The December 15, 2010, seminar was presented by Edmond J. Safra Lab Fellow Susannah Rose. Susannah's research focuses on patient advocacy groups and their possible dependencies on pharmaceutical companies and other for-profit entities. Seminar participants discussed the ambiguous nature of these groups, both in terms of the many roles they fill, as well as the difficulty of defining when harm has been committed. Given their ambiguous nature, the difficulty of creating a certification for independence was discussed, and participants debated whether it would be wise to create a metric by which the relative independence or trustworthiness of an organization could be measured.

A recurring theme throughout the discussion was the difficulty of defining the role of patient advocacy groups. Because these groups are so varied and fill so many roles--providing research, recommendations, marketing, lobbying, and direct service--stating what is within their boundaries and what isn't can be a complicated endeavor. Though many of them receive money from pharmaceutical companies, it can be difficult to pinpoint how or if that money influences them, and even more difficult to define whether any harm has resulted from that influence. 
There was some discussion about whether patient advocacy groups should be guided by a sense of professionalism, though it was pointed out that it might be problematic for them to be guided by the same ethical considerations as physicians, as their mission often puts them in opposition to each other.

Some participants raised the question of marketing by patient advocacy groups and the extent to which pharmaceutical companies outsource their marketing to them. For some participants, the fact that a pharmaceutical company would have a patient advocacy group market their drug was a clear indication that something wasn't quite right. Otherwise, why wouldn't the company do their own advertising? Other participants pointed out that if the drug works extremely well and their interests are aligned, then there shouldn't be a problem with the patient advocacy group advertising the drug.

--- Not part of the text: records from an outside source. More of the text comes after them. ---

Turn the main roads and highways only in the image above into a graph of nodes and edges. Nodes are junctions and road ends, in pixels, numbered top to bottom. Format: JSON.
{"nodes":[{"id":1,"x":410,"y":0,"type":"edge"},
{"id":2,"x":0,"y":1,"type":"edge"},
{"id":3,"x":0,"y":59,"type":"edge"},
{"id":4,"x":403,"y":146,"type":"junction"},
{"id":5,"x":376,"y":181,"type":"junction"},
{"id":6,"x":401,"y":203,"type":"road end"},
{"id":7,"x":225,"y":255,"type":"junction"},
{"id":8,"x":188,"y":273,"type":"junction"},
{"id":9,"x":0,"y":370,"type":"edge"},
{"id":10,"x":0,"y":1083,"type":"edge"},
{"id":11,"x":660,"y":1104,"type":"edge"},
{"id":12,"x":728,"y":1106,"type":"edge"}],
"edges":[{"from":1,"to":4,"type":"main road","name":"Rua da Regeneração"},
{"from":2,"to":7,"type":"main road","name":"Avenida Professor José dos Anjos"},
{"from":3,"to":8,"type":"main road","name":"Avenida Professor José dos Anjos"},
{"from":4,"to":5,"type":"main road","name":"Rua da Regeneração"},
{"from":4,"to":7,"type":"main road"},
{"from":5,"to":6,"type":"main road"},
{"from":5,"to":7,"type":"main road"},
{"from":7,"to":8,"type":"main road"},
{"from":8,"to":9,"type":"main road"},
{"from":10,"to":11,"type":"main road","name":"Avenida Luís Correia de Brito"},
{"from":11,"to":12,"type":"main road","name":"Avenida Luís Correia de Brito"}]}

When the topic of independence was introduced, it was pointed out that many of these patient advocacy groups are not conscious of a need to distinguish themselves as independent. In order to convince them of this need, it would be necessary to demonstrate the value of being designated an independent organization. However, this raised the issue of the public goods problem: how should they be funded so that they can remain independent (or at least properly dependent)?

In summary, participants discussed the many roles of patient advocacy groups, the difficulty of defining those roles, and the ways in which they may be influenced by receiving funding from pharmaceutical companies and other for-profit entities. Finally, they attempted to discern how harm could be measured and quantified, in order to better make a case for independence.